═════ PROVIDED DATA ═════

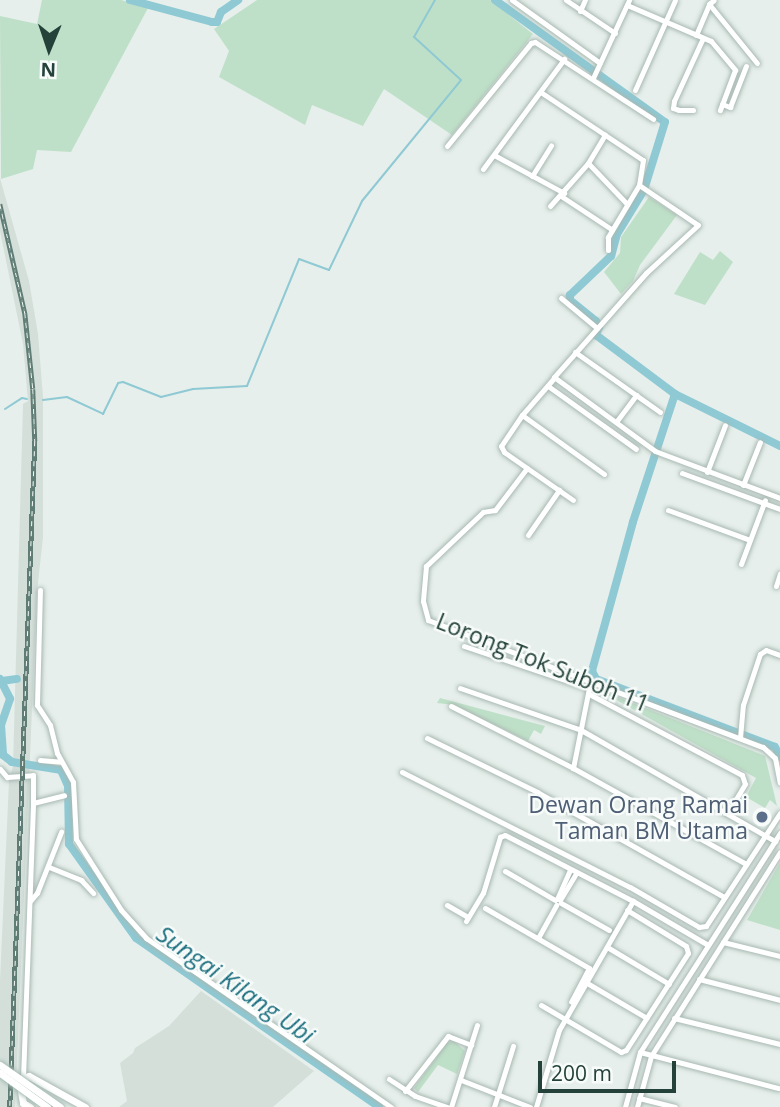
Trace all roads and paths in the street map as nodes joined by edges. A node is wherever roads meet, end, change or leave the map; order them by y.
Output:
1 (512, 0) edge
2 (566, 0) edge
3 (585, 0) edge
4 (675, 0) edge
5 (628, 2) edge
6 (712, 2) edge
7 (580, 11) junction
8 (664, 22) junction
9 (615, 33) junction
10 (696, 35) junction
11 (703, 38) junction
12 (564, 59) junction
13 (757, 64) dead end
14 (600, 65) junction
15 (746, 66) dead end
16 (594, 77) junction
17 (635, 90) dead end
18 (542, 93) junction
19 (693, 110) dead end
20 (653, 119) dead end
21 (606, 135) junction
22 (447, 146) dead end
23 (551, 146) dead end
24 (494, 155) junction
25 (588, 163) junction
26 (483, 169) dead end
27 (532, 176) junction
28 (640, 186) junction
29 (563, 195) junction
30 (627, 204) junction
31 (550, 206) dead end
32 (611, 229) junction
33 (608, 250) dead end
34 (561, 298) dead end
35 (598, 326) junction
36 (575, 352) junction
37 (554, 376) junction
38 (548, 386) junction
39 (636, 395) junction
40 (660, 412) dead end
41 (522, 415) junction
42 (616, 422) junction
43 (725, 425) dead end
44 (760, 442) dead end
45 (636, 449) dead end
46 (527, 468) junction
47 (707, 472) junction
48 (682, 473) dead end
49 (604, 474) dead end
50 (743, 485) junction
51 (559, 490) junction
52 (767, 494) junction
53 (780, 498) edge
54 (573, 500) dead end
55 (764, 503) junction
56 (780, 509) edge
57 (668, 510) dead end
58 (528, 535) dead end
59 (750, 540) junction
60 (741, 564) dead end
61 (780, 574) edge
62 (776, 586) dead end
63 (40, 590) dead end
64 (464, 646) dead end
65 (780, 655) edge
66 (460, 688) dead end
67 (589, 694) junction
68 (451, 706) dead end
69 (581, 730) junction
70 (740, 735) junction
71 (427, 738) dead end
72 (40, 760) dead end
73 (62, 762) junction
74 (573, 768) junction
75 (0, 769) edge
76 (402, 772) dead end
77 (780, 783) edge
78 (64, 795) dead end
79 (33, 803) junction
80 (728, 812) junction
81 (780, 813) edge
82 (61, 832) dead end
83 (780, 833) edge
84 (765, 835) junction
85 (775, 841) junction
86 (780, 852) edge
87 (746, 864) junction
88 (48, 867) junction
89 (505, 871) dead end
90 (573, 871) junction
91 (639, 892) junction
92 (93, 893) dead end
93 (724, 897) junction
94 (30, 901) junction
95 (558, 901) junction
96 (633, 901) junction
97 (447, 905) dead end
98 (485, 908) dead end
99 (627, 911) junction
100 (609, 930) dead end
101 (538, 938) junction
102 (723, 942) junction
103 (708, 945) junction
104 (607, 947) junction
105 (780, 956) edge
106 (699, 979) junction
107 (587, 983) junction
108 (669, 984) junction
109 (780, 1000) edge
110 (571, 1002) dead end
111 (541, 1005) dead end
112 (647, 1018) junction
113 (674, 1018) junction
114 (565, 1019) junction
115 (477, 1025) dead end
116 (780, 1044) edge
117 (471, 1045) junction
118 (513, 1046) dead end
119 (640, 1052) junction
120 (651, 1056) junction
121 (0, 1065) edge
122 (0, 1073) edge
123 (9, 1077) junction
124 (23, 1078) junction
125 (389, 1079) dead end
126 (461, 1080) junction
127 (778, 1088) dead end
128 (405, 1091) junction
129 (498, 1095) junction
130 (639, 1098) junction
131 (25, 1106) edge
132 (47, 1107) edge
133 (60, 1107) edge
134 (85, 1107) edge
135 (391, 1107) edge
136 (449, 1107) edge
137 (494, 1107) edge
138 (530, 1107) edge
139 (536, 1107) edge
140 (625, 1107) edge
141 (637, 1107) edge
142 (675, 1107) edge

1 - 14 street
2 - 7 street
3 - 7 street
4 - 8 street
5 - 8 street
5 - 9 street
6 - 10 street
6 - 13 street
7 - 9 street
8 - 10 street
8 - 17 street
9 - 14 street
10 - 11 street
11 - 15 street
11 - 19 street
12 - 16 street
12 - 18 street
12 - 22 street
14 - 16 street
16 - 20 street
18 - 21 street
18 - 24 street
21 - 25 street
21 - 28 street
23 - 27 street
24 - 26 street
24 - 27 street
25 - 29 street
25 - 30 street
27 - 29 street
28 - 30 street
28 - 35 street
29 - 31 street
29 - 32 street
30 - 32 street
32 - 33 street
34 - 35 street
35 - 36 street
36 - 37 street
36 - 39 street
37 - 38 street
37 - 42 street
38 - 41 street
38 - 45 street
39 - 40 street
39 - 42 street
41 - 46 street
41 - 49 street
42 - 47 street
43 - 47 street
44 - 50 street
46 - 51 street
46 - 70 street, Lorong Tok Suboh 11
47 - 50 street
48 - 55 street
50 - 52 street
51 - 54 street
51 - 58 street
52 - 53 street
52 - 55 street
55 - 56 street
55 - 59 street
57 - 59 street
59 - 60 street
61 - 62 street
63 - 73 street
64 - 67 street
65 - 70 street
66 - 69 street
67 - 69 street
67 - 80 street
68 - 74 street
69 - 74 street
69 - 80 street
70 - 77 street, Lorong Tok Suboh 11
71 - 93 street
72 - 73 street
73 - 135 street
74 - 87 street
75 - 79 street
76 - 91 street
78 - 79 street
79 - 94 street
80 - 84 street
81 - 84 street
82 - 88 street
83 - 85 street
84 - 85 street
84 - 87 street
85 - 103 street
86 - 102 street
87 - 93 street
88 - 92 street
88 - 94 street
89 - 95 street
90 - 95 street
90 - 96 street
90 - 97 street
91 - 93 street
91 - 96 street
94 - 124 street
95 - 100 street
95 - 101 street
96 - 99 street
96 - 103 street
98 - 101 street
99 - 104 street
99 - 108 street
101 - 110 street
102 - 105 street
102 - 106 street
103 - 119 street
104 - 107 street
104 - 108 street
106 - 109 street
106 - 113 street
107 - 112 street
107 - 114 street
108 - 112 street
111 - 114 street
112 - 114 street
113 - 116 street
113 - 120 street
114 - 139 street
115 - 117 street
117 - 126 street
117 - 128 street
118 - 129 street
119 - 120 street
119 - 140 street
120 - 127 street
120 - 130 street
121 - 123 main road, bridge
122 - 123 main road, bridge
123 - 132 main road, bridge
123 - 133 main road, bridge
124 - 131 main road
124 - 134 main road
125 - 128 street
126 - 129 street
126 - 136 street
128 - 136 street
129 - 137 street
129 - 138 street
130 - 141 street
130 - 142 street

═════

BRIEF
Across all the material above, work out how many lines hold the word "Lorong", and answer with that number only.

EXERCISE ANSWER
2